== Problem details ==
Filter the records below for the word "nodes". Copy each line that holds it.
---------------
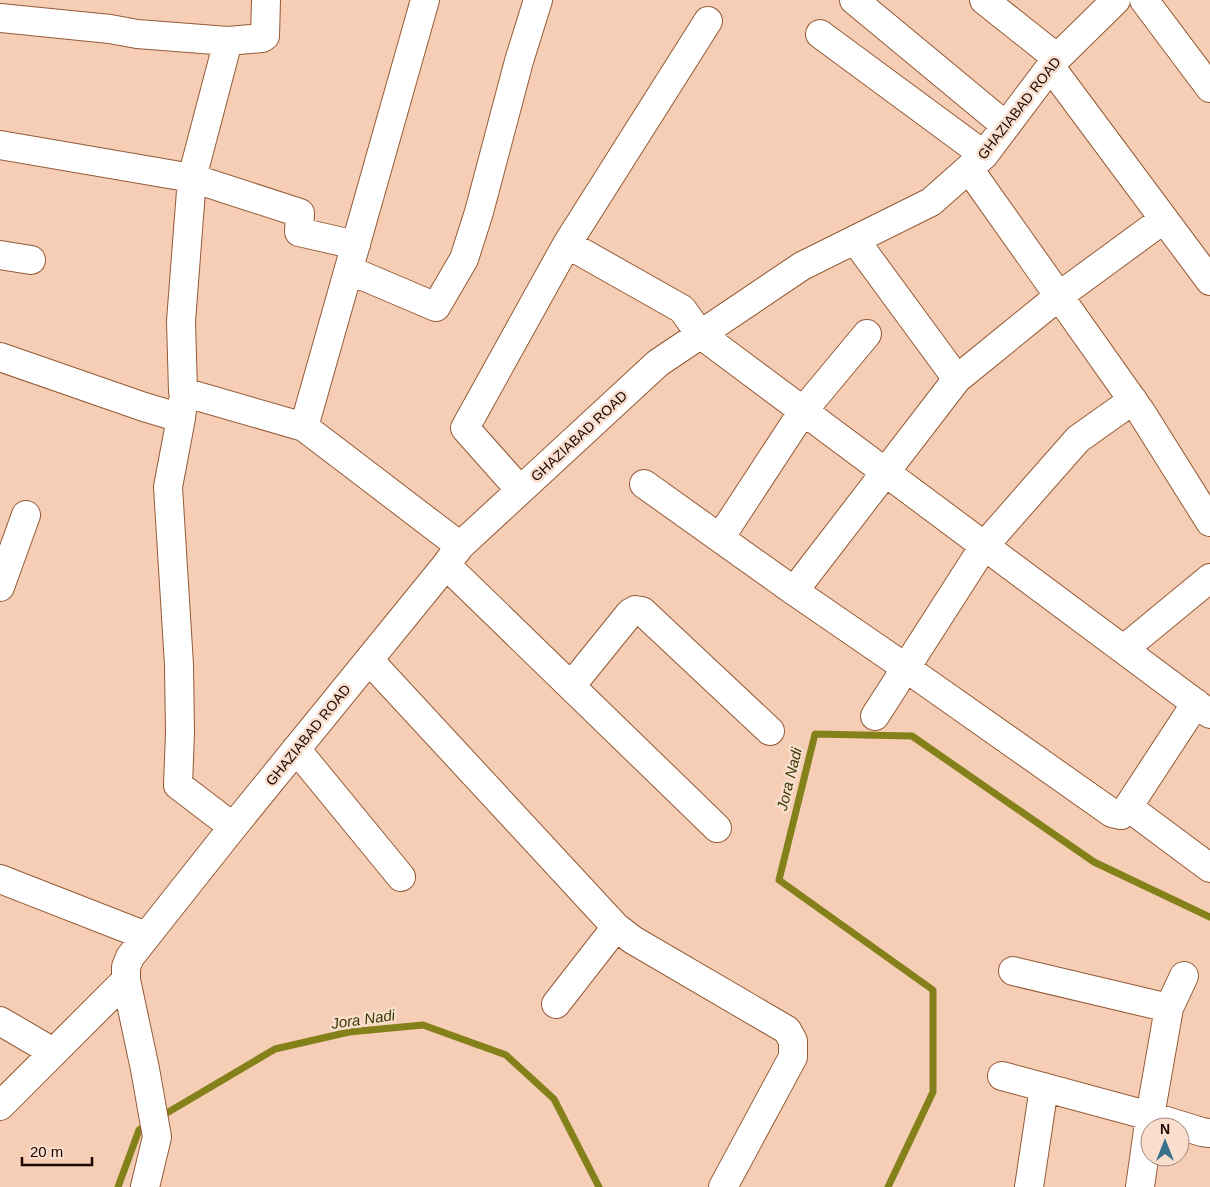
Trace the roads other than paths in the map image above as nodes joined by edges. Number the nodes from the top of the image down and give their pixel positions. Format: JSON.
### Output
{"nodes":[{"id":1,"x":266,"y":0,"type":"edge"},
{"id":2,"x":425,"y":0,"type":"edge"},
{"id":3,"x":538,"y":0,"type":"edge"},
{"id":4,"x":854,"y":0,"type":"edge"},
{"id":5,"x":984,"y":0,"type":"edge"},
{"id":6,"x":1116,"y":0,"type":"edge"},
{"id":7,"x":1144,"y":0,"type":"edge"},
{"id":8,"x":0,"y":18,"type":"edge"},
{"id":9,"x":708,"y":21,"type":"dead end"},
{"id":10,"x":820,"y":34,"type":"dead end"},
{"id":11,"x":228,"y":41,"type":"junction"},
{"id":12,"x":1054,"y":62,"type":"junction"},
{"id":13,"x":1210,"y":88,"type":"edge"},
{"id":14,"x":1006,"y":126,"type":"junction"},
{"id":15,"x":0,"y":144,"type":"edge"},
{"id":16,"x":976,"y":162,"type":"junction"},
{"id":17,"x":192,"y":178,"type":"junction"},
{"id":18,"x":1164,"y":219,"type":"junction"},
{"id":19,"x":854,"y":240,"type":"junction"},
{"id":20,"x":567,"y":244,"type":"junction"},
{"id":21,"x":0,"y":254,"type":"edge"},
{"id":22,"x":352,"y":257,"type":"junction"},
{"id":23,"x":31,"y":260,"type":"dead end"},
{"id":24,"x":1210,"y":281,"type":"edge"},
{"id":25,"x":1059,"y":296,"type":"junction"},
{"id":26,"x":700,"y":334,"type":"junction"},
{"id":27,"x":867,"y":334,"type":"dead end"},
{"id":28,"x":0,"y":357,"type":"edge"},
{"id":29,"x":957,"y":379,"type":"junction"},
{"id":30,"x":1133,"y":400,"type":"junction"},
{"id":31,"x":182,"y":405,"type":"junction"},
{"id":32,"x":803,"y":411,"type":"junction"},
{"id":33,"x":304,"y":427,"type":"junction"},
{"id":34,"x":886,"y":472,"type":"junction"},
{"id":35,"x":644,"y":484,"type":"dead end"},
{"id":36,"x":520,"y":490,"type":"junction"},
{"id":37,"x":26,"y":515,"type":"dead end"},
{"id":38,"x":1210,"y":522,"type":"edge"},
{"id":39,"x":720,"y":538,"type":"junction"},
{"id":40,"x":984,"y":546,"type":"junction"},
{"id":41,"x":453,"y":555,"type":"junction"},
{"id":42,"x":1210,"y":578,"type":"edge"},
{"id":43,"x":0,"y":588,"type":"edge"},
{"id":44,"x":794,"y":591,"type":"junction"},
{"id":45,"x":1124,"y":649,"type":"junction"},
{"id":46,"x":369,"y":660,"type":"junction"},
{"id":47,"x":906,"y":668,"type":"junction"},
{"id":48,"x":571,"y":686,"type":"junction"},
{"id":49,"x":1203,"y":708,"type":"edge"},
{"id":50,"x":875,"y":716,"type":"dead end"},
{"id":51,"x":770,"y":731,"type":"dead end"},
{"id":52,"x":296,"y":749,"type":"junction"},
{"id":53,"x":1128,"y":807,"type":"junction"},
{"id":54,"x":233,"y":827,"type":"junction"},
{"id":55,"x":716,"y":828,"type":"dead end"},
{"id":56,"x":1210,"y":868,"type":"edge"},
{"id":57,"x":401,"y":877,"type":"dead end"},
{"id":58,"x":0,"y":879,"type":"edge"},
{"id":59,"x":616,"y":927,"type":"junction"},
{"id":60,"x":146,"y":936,"type":"junction"},
{"id":61,"x":1013,"y":971,"type":"dead end"},
{"id":62,"x":126,"y":974,"type":"junction"},
{"id":63,"x":1184,"y":976,"type":"dead end"},
{"id":64,"x":556,"y":1004,"type":"dead end"},
{"id":65,"x":1169,"y":1008,"type":"junction"},
{"id":66,"x":0,"y":1021,"type":"edge"},
{"id":67,"x":53,"y":1052,"type":"junction"},
{"id":68,"x":1002,"y":1076,"type":"dead end"},
{"id":69,"x":1044,"y":1087,"type":"junction"},
{"id":70,"x":0,"y":1106,"type":"edge"},
{"id":71,"x":1150,"y":1116,"type":"junction"},
{"id":72,"x":1210,"y":1133,"type":"edge"},
{"id":73,"x":146,"y":1187,"type":"edge"},
{"id":74,"x":723,"y":1187,"type":"edge"},
{"id":75,"x":1030,"y":1187,"type":"edge"},
{"id":76,"x":1140,"y":1187,"type":"edge"}],
"edges":[{"from":1,"to":11,"type":"street"},
{"from":2,"to":22,"type":"street"},
{"from":3,"to":22,"type":"street"},
{"from":4,"to":14,"type":"street"},
{"from":5,"to":12,"type":"street"},
{"from":6,"to":12,"type":"street","name":"GHAZIABAD ROAD"},
{"from":7,"to":13,"type":"street"},
{"from":8,"to":11,"type":"street"},
{"from":9,"to":20,"type":"street"},
{"from":10,"to":16,"type":"street"},
{"from":11,"to":17,"type":"street"},
{"from":12,"to":14,"type":"street","name":"GHAZIABAD ROAD"},
{"from":12,"to":18,"type":"street"},
{"from":14,"to":16,"type":"street","name":"GHAZIABAD ROAD"},
{"from":15,"to":17,"type":"street"},
{"from":16,"to":19,"type":"street","name":"GHAZIABAD ROAD"},
{"from":16,"to":25,"type":"street"},
{"from":17,"to":22,"type":"street"},
{"from":17,"to":31,"type":"street"},
{"from":18,"to":24,"type":"street"},
{"from":18,"to":25,"type":"street"},
{"from":19,"to":26,"type":"street","name":"GHAZIABAD ROAD"},
{"from":19,"to":29,"type":"street"},
{"from":20,"to":26,"type":"street"},
{"from":20,"to":36,"type":"street"},
{"from":21,"to":23,"type":"street"},
{"from":22,"to":33,"type":"street"},
{"from":25,"to":29,"type":"street"},
{"from":25,"to":30,"type":"street"},
{"from":26,"to":32,"type":"street"},
{"from":26,"to":36,"type":"street","name":"GHAZIABAD ROAD"},
{"from":27,"to":32,"type":"street"},
{"from":28,"to":31,"type":"street"},
{"from":29,"to":34,"type":"street"},
{"from":30,"to":38,"type":"street"},
{"from":30,"to":40,"type":"street"},
{"from":31,"to":33,"type":"street"},
{"from":31,"to":54,"type":"street"},
{"from":32,"to":34,"type":"street"},
{"from":32,"to":39,"type":"street"},
{"from":33,"to":41,"type":"street"},
{"from":34,"to":40,"type":"street"},
{"from":34,"to":44,"type":"street"},
{"from":35,"to":39,"type":"street"},
{"from":36,"to":41,"type":"street","name":"GHAZIABAD ROAD"},
{"from":37,"to":43,"type":"street"},
{"from":39,"to":44,"type":"street"},
{"from":40,"to":45,"type":"street"},
{"from":40,"to":47,"type":"street"},
{"from":41,"to":46,"type":"street","name":"GHAZIABAD ROAD"},
{"from":41,"to":48,"type":"street"},
{"from":42,"to":45,"type":"street"},
{"from":44,"to":47,"type":"street"},
{"from":45,"to":49,"type":"street"},
{"from":46,"to":52,"type":"street","name":"GHAZIABAD ROAD"},
{"from":46,"to":59,"type":"street"},
{"from":47,"to":50,"type":"street"},
{"from":47,"to":53,"type":"street"},
{"from":48,"to":51,"type":"street"},
{"from":48,"to":55,"type":"street"},
{"from":49,"to":53,"type":"street"},
{"from":52,"to":54,"type":"street","name":"GHAZIABAD ROAD"},
{"from":52,"to":57,"type":"street"},
{"from":53,"to":56,"type":"street"},
{"from":54,"to":60,"type":"street","name":"GHAZIABAD ROAD"},
{"from":58,"to":60,"type":"street"},
{"from":59,"to":64,"type":"street"},
{"from":59,"to":74,"type":"street"},
{"from":60,"to":62,"type":"street","name":"GHAZIABAD ROAD"},
{"from":61,"to":65,"type":"street"},
{"from":62,"to":67,"type":"street","name":"GHAZIABAD ROAD"},
{"from":62,"to":73,"type":"street"},
{"from":63,"to":65,"type":"street"},
{"from":65,"to":71,"type":"street"},
{"from":66,"to":67,"type":"street"},
{"from":67,"to":70,"type":"street","name":"GHAZIABAD ROAD"},
{"from":68,"to":69,"type":"street"},
{"from":69,"to":71,"type":"street"},
{"from":69,"to":75,"type":"street"},
{"from":71,"to":72,"type":"street"},
{"from":71,"to":76,"type":"street"}]}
---------------
== Answer area ==
Trace the roads other than paths in the map image above as nodes joined by edges. Number the nodes from the top of the image down and give their pixel positions. Format: JSON.
{"nodes":[{"id":1,"x":266,"y":0,"type":"edge"},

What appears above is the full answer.